Three years later, Panatown was withholding £840 000 in liquidated damages for late completion. McAlpine rejected this and demanded payment of £4m. An arbitrator was appointed, but then the dispute took another turn. Panatown said the office block was defective. So much so that the edifice, it said, should be demolished. It reckons the consequences amount to a £40m claim! Indeed, McAlpine acknowledges that significant defects do exist and, if the defects arise from a breach of contract, it acknowledges responsibility for the necessary remedial works. Notice the word "if".
Here come the legal arguments that have taken all these years. If – and only if – McAlpine is liable, it says Panatown is entitled to £1, not £40m or any other figure. The reason is that Panatown itself has suffered no loss. Someone else in UNEX suffered the loss. Ordinarily, UNEX would sue Panatown in contract and Panatown would sue McAlpine, but that couldn't happen because no contract was drawn up between Panatown and anyone in the group. Panatown has no proprietary interest in the building and is subject to the fundamental principle that you can only sue for the actual losses suffered by you.
Panatown has argued that there is an exception to this rule; that it is possible to sue for someone else's loss so as to provide a remedy where no other would be available, "which under a rational legal system ought to be compensated by the person who has caused that loss". Otherwise, the injured party would fall into a legal black hole.
The arbitrator accepted that argument, and said Panatown could sue McAlpine for substantial damages. On appeal, the judge disagreed and said Panatown could sue only for nominal damages (£1). That decision was attacked on the basis that the judge was biased. Another judge kicked that out. Then three more appeal judges decided the arbitrator was right. Panatown was pleased.

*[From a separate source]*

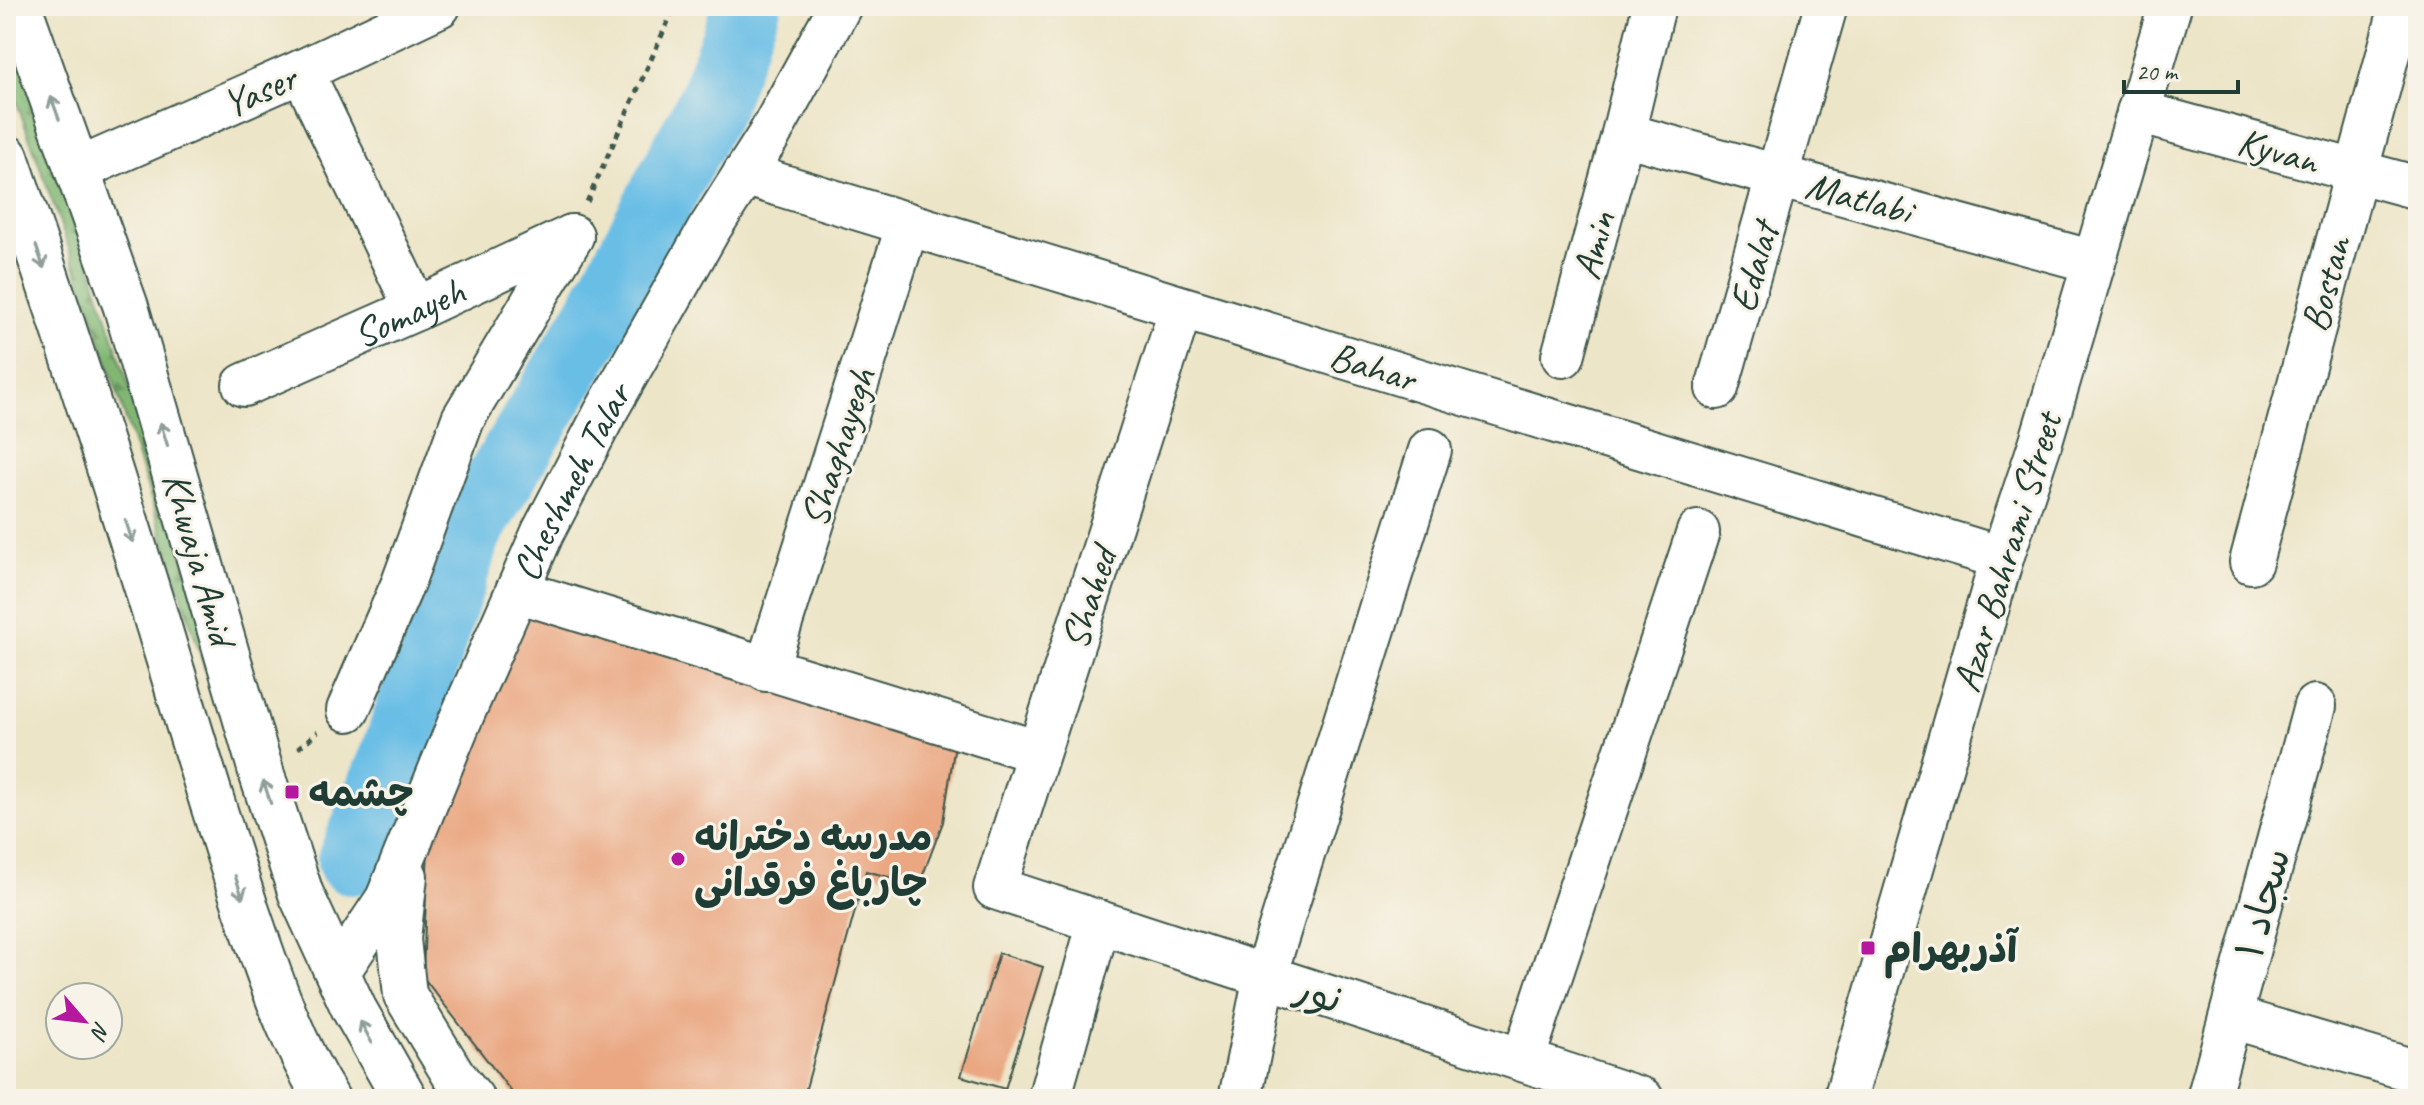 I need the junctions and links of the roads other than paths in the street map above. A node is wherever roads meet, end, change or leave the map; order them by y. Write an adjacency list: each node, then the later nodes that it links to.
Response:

Balls were put on the penalty spot. Two law lords netted the ball for Panatown. Three netted for McAlpine
Meanwhile, McAlpine sued UNEX Group for the wrongly withheld money. UNEX went to court to stop that because an arbitration clause existed. The judge said no. So UNEX took that decision to three appeal judges. They also said no. Meanwhile (phew!), McAlpine sued 33 other firms, subcontractors and suppliers, alleging they were obliged to pay up in respect of any loss that McAlpine might – only might – be liable for. Meanwhile (again), McAlpine didn't like the decision that Panatown could sue for more than £1, so it took the issue to five more judges.
It went to the House of Lords. Balls were put on the penalty spot. Two law lords netted the ball for Panatown. Three netted for McAlpine. They all agreed, however, that if there really were a black hole, a party could sue for a third party's loss.
But the hole has to be a complete void. There wasn't a complete void because the other UNEX companies had entered into a "duty of care" deed with McAlpine. Therefore, the whole contractual scheme was designed to give the third party a direct legal remedy against the builder. Panatown has a complaint about defects, but no loss. The party with the loss has a collateral contract via the duty of care deed. Whatever that document says binds McAlpine.
So, McAlpine won on the preliminary point. Panatown can't sue for anything more than a breach of contract causing £1 loss. Lord Browne-Wilkinson said UNEX's actual physical and financial loss can be dealt with under the collateral contract/duty of care deed. He couldn't understand why that direct route hadn't occurred before. Subject to certain qualifications, he said: "There is no reason even now why UNEX should not be bringing proceedings against McAlpine."